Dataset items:
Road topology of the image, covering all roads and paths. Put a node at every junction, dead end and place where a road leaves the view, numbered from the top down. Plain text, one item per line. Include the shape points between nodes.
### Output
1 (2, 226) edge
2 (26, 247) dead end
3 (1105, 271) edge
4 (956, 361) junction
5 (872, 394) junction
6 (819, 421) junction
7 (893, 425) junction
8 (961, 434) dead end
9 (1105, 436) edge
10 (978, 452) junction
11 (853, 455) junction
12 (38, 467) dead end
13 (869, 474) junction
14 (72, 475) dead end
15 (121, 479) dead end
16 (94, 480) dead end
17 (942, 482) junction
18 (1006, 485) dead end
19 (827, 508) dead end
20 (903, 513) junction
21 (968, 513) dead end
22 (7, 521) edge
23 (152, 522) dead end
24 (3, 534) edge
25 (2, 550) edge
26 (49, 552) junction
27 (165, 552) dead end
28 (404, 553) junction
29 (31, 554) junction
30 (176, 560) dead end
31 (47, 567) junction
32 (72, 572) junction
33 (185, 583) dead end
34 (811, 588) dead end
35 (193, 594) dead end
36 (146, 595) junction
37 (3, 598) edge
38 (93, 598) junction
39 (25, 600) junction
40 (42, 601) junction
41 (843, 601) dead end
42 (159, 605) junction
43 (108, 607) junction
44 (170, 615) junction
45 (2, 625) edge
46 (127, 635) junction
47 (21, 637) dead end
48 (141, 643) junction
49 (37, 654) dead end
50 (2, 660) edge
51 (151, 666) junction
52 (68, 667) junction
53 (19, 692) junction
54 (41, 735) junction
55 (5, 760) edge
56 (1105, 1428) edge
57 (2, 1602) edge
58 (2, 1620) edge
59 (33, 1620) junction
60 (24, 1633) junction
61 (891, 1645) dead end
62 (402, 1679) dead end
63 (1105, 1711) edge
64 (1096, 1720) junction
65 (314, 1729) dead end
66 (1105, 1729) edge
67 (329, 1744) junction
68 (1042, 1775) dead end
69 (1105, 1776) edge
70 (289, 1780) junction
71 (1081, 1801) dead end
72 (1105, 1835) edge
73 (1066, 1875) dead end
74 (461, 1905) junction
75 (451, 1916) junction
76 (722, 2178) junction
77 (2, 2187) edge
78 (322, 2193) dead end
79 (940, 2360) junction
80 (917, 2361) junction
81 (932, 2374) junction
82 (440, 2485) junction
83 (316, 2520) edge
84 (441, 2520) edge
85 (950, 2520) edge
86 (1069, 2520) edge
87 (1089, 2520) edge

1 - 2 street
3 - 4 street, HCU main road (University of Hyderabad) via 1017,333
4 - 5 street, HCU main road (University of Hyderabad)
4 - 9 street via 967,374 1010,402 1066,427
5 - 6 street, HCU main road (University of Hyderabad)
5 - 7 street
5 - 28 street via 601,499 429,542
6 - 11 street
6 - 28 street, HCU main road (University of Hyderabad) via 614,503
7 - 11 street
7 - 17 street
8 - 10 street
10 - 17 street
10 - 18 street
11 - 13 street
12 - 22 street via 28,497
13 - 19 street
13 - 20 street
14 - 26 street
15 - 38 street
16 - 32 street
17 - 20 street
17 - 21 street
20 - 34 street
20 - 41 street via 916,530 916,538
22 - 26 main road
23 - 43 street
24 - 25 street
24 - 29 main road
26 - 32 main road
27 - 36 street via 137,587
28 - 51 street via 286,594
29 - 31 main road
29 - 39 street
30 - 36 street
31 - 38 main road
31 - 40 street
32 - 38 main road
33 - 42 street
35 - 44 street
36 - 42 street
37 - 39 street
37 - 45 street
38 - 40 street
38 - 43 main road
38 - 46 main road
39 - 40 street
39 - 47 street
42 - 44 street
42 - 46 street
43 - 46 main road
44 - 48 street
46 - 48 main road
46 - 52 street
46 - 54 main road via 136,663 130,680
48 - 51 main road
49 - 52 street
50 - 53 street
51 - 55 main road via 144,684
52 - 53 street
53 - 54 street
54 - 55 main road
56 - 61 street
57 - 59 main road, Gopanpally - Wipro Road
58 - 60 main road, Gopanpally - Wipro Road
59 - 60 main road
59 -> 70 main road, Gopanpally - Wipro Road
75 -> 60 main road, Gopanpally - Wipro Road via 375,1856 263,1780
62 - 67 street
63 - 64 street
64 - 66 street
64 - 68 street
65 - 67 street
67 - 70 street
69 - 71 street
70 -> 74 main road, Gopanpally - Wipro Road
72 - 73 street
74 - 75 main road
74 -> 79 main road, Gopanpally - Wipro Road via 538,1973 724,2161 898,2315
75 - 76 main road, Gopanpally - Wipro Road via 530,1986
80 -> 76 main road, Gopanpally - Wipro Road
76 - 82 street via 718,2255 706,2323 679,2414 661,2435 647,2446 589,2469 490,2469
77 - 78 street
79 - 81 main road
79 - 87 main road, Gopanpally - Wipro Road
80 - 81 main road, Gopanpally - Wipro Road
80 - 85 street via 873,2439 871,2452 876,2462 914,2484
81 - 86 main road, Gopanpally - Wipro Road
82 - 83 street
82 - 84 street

Directions for this task = Using the data above, restate every record word for word.

Written solution =
Road topology of the image, covering all roads and paths. Put a node at every junction, dead end and place where a road leaves the view, numbered from the top down. Plain text, one item per line. Include the shape points between nodes.
### Output
1 (2, 226) edge
2 (26, 247) dead end
3 (1105, 271) edge
4 (956, 361) junction
5 (872, 394) junction
6 (819, 421) junction
7 (893, 425) junction
8 (961, 434) dead end
9 (1105, 436) edge
10 (978, 452) junction
11 (853, 455) junction
12 (38, 467) dead end
13 (869, 474) junction
14 (72, 475) dead end
15 (121, 479) dead end
16 (94, 480) dead end
17 (942, 482) junction
18 (1006, 485) dead end
19 (827, 508) dead end
20 (903, 513) junction
21 (968, 513) dead end
22 (7, 521) edge
23 (152, 522) dead end
24 (3, 534) edge
25 (2, 550) edge
26 (49, 552) junction
27 (165, 552) dead end
28 (404, 553) junction
29 (31, 554) junction
30 (176, 560) dead end
31 (47, 567) junction
32 (72, 572) junction
33 (185, 583) dead end
34 (811, 588) dead end
35 (193, 594) dead end
36 (146, 595) junction
37 (3, 598) edge
38 (93, 598) junction
39 (25, 600) junction
40 (42, 601) junction
41 (843, 601) dead end
42 (159, 605) junction
43 (108, 607) junction
44 (170, 615) junction
45 (2, 625) edge
46 (127, 635) junction
47 (21, 637) dead end
48 (141, 643) junction
49 (37, 654) dead end
50 (2, 660) edge
51 (151, 666) junction
52 (68, 667) junction
53 (19, 692) junction
54 (41, 735) junction
55 (5, 760) edge
56 (1105, 1428) edge
57 (2, 1602) edge
58 (2, 1620) edge
59 (33, 1620) junction
60 (24, 1633) junction
61 (891, 1645) dead end
62 (402, 1679) dead end
63 (1105, 1711) edge
64 (1096, 1720) junction
65 (314, 1729) dead end
66 (1105, 1729) edge
67 (329, 1744) junction
68 (1042, 1775) dead end
69 (1105, 1776) edge
70 (289, 1780) junction
71 (1081, 1801) dead end
72 (1105, 1835) edge
73 (1066, 1875) dead end
74 (461, 1905) junction
75 (451, 1916) junction
76 (722, 2178) junction
77 (2, 2187) edge
78 (322, 2193) dead end
79 (940, 2360) junction
80 (917, 2361) junction
81 (932, 2374) junction
82 (440, 2485) junction
83 (316, 2520) edge
84 (441, 2520) edge
85 (950, 2520) edge
86 (1069, 2520) edge
87 (1089, 2520) edge

1 - 2 street
3 - 4 street, HCU main road (University of Hyderabad) via 1017,333
4 - 5 street, HCU main road (University of Hyderabad)
4 - 9 street via 967,374 1010,402 1066,427
5 - 6 street, HCU main road (University of Hyderabad)
5 - 7 street
5 - 28 street via 601,499 429,542
6 - 11 street
6 - 28 street, HCU main road (University of Hyderabad) via 614,503
7 - 11 street
7 - 17 street
8 - 10 street
10 - 17 street
10 - 18 street
11 - 13 street
12 - 22 street via 28,497
13 - 19 street
13 - 20 street
14 - 26 street
15 - 38 street
16 - 32 street
17 - 20 street
17 - 21 street
20 - 34 street
20 - 41 street via 916,530 916,538
22 - 26 main road
23 - 43 street
24 - 25 street
24 - 29 main road
26 - 32 main road
27 - 36 street via 137,587
28 - 51 street via 286,594
29 - 31 main road
29 - 39 street
30 - 36 street
31 - 38 main road
31 - 40 street
32 - 38 main road
33 - 42 street
35 - 44 street
36 - 42 street
37 - 39 street
37 - 45 street
38 - 40 street
38 - 43 main road
38 - 46 main road
39 - 40 street
39 - 47 street
42 - 44 street
42 - 46 street
43 - 46 main road
44 - 48 street
46 - 48 main road
46 - 52 street
46 - 54 main road via 136,663 130,680
48 - 51 main road
49 - 52 street
50 - 53 street
51 - 55 main road via 144,684
52 - 53 street
53 - 54 street
54 - 55 main road
56 - 61 street
57 - 59 main road, Gopanpally - Wipro Road
58 - 60 main road, Gopanpally - Wipro Road
59 - 60 main road
59 -> 70 main road, Gopanpally - Wipro Road
75 -> 60 main road, Gopanpally - Wipro Road via 375,1856 263,1780
62 - 67 street
63 - 64 street
64 - 66 street
64 - 68 street
65 - 67 street
67 - 70 street
69 - 71 street
70 -> 74 main road, Gopanpally - Wipro Road
72 - 73 street
74 - 75 main road
74 -> 79 main road, Gopanpally - Wipro Road via 538,1973 724,2161 898,2315
75 - 76 main road, Gopanpally - Wipro Road via 530,1986
80 -> 76 main road, Gopanpally - Wipro Road
76 - 82 street via 718,2255 706,2323 679,2414 661,2435 647,2446 589,2469 490,2469
77 - 78 street
79 - 81 main road
79 - 87 main road, Gopanpally - Wipro Road
80 - 81 main road, Gopanpally - Wipro Road
80 - 85 street via 873,2439 871,2452 876,2462 914,2484
81 - 86 main road, Gopanpally - Wipro Road
82 - 83 street
82 - 84 street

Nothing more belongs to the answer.